• [Problem to solve]
Check each line of the entries below for the word "lane", and copy out the ones that have it.

(Stored items)
# # # #

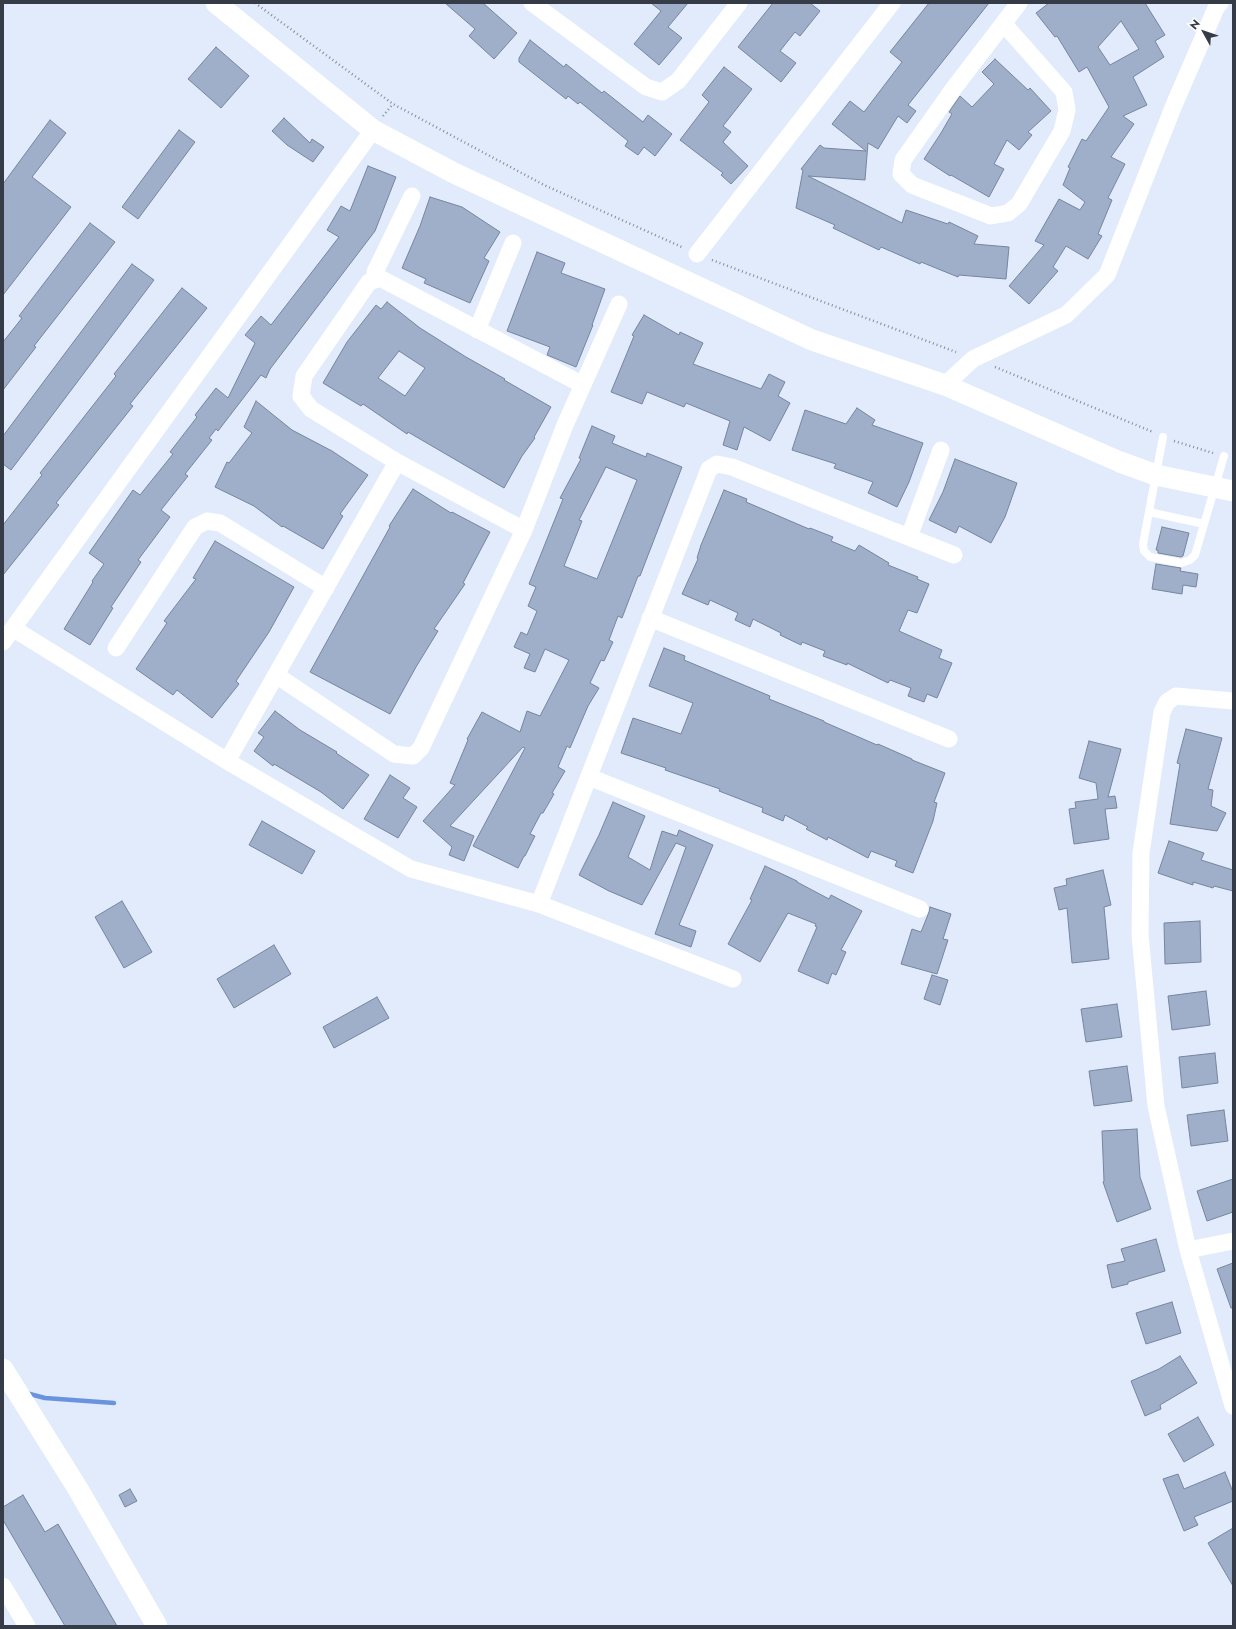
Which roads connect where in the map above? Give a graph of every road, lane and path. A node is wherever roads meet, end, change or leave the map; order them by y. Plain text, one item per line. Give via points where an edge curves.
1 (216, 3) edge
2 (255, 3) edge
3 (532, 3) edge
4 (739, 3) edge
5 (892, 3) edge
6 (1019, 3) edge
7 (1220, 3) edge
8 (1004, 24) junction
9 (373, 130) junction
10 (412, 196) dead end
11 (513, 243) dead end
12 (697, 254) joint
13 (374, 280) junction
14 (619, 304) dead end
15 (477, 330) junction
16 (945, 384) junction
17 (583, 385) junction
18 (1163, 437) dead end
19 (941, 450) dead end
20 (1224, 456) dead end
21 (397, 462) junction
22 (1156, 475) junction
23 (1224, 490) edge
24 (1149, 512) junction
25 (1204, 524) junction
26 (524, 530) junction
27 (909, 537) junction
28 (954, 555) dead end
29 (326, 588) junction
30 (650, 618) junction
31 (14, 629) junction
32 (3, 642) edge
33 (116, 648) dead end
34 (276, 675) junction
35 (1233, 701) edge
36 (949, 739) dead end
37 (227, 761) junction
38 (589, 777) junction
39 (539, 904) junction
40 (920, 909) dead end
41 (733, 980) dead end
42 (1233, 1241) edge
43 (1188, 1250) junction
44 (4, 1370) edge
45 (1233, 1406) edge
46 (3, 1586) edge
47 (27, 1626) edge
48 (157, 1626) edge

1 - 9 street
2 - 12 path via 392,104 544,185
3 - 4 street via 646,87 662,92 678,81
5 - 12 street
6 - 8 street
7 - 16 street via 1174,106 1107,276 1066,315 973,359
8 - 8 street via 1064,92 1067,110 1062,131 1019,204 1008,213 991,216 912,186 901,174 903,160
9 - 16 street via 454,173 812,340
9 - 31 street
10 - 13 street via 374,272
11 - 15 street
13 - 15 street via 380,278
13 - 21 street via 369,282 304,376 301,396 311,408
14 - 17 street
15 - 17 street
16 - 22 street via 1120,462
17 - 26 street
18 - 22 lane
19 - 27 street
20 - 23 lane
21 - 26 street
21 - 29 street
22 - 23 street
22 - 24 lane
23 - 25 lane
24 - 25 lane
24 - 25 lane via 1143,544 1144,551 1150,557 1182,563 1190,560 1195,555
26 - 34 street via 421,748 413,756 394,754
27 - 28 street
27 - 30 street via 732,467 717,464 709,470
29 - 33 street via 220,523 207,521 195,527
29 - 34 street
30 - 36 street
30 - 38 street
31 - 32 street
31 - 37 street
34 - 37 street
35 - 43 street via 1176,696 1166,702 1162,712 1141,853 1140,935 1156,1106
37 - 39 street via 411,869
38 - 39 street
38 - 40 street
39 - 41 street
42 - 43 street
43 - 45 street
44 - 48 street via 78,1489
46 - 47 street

# # # #

• [Result of the exercise]
Which roads connect where in the map above? Give a graph of every road, lane and path. A node is wherever roads meet, end, change or leave the map; order them by y. Plain text, one item per line. Give via points where an edge curves.
18 - 22 lane
20 - 23 lane
22 - 24 lane
23 - 25 lane
24 - 25 lane
24 - 25 lane via 1143,544 1144,551 1150,557 1182,563 1190,560 1195,555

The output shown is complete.